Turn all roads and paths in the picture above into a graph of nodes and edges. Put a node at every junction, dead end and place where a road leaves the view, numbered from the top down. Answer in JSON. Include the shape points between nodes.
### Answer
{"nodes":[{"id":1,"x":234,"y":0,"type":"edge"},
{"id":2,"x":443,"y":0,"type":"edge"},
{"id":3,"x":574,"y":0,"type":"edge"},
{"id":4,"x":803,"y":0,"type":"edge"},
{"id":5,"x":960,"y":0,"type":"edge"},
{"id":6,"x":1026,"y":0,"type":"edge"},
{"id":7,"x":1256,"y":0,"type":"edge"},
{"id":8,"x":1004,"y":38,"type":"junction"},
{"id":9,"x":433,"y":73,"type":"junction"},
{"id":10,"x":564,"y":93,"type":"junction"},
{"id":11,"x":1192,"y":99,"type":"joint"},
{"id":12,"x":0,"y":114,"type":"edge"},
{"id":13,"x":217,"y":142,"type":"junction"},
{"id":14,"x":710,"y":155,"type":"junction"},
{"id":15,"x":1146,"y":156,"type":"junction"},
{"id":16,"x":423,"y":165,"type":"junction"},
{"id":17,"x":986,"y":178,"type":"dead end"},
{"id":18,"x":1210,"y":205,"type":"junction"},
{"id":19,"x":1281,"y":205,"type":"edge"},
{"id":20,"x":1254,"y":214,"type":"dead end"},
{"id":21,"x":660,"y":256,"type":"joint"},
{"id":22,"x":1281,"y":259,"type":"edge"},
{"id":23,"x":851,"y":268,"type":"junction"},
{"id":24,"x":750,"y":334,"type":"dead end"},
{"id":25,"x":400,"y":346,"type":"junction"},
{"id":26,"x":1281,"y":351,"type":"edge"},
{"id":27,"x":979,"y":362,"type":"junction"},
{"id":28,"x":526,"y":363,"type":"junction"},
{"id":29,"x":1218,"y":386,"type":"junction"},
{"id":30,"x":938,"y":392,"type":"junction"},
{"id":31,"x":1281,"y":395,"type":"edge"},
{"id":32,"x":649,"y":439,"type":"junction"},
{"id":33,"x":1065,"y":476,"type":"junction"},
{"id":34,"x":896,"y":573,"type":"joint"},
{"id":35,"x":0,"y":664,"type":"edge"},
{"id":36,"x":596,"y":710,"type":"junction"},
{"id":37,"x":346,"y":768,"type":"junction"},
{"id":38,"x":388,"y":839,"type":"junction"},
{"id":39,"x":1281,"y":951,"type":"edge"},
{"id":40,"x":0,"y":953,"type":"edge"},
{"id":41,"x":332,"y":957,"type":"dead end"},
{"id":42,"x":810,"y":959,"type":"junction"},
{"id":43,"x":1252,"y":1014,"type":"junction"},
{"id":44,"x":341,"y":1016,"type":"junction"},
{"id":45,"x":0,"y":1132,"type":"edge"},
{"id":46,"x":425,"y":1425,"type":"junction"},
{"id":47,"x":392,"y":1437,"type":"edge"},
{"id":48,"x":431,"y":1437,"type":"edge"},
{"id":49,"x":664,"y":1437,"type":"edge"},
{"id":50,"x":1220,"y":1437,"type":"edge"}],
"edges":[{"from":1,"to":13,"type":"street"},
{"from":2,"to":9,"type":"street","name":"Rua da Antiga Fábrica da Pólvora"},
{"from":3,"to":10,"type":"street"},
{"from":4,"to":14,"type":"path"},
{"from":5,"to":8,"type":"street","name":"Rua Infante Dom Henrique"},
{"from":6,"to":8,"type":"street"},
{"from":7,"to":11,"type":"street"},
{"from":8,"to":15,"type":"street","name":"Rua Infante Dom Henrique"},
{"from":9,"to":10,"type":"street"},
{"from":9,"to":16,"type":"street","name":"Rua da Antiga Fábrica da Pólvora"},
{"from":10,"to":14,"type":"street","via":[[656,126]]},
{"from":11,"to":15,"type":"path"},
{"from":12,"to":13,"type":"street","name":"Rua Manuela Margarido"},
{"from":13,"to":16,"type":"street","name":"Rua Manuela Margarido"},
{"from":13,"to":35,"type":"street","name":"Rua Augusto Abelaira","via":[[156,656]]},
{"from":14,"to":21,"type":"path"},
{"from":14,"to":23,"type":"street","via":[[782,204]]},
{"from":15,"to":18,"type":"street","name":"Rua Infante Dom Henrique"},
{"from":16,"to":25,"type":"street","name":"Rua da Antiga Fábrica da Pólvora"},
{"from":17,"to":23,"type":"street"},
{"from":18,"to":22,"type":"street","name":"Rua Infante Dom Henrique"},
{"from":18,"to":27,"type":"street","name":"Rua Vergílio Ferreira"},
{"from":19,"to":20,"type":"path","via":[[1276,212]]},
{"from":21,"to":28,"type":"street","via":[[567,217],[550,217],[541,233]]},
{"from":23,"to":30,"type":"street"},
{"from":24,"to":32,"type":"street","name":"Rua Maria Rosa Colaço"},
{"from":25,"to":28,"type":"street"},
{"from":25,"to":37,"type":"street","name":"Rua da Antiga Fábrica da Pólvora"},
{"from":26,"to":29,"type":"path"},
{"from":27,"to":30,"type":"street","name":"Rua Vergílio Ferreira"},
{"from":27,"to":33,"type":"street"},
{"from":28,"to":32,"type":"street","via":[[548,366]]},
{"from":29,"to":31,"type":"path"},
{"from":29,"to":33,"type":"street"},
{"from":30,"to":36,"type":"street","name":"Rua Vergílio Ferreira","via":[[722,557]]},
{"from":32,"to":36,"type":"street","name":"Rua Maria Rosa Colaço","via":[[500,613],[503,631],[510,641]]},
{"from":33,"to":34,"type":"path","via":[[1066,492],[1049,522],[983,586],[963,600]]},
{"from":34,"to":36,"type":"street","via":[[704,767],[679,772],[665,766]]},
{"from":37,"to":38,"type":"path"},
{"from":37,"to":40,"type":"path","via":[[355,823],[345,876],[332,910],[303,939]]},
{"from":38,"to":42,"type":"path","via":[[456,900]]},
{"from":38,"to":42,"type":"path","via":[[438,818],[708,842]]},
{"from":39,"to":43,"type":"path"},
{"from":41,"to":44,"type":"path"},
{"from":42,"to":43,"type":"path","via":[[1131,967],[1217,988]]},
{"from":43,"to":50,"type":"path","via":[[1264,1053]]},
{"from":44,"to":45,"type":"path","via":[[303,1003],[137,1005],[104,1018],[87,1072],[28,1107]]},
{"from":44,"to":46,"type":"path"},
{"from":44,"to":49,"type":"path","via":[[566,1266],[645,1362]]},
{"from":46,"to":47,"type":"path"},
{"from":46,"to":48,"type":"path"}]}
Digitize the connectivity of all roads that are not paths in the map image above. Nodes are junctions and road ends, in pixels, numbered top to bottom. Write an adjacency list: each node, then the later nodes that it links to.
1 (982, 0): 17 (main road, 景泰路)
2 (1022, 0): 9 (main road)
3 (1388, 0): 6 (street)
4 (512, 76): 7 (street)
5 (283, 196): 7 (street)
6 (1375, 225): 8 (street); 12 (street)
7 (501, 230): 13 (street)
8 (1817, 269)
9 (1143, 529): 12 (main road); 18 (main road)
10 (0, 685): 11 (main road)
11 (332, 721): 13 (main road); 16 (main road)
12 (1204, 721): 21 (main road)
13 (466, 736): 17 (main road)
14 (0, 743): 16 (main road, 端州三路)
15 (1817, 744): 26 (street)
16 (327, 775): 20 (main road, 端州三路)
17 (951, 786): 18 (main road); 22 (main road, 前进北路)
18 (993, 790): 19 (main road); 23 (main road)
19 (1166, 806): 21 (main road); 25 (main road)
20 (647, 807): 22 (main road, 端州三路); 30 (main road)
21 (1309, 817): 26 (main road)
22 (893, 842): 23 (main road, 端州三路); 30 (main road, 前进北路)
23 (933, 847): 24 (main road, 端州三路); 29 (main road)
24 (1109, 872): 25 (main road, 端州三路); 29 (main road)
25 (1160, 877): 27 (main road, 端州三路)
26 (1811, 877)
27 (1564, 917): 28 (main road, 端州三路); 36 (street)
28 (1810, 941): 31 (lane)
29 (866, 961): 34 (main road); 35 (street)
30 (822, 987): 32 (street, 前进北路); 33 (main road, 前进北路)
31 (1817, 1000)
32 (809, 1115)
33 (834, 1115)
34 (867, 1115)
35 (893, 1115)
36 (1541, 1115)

YOUR OBJECTIVE: Among the entries, copy every line containing the word "Pólvora".

OUTPUT:
{"from":2,"to":9,"type":"street","name":"Rua da Antiga Fábrica da Pólvora"},
{"from":9,"to":16,"type":"street","name":"Rua da Antiga Fábrica da Pólvora"},
{"from":16,"to":25,"type":"street","name":"Rua da Antiga Fábrica da Pólvora"},
{"from":25,"to":37,"type":"street","name":"Rua da Antiga Fábrica da Pólvora"},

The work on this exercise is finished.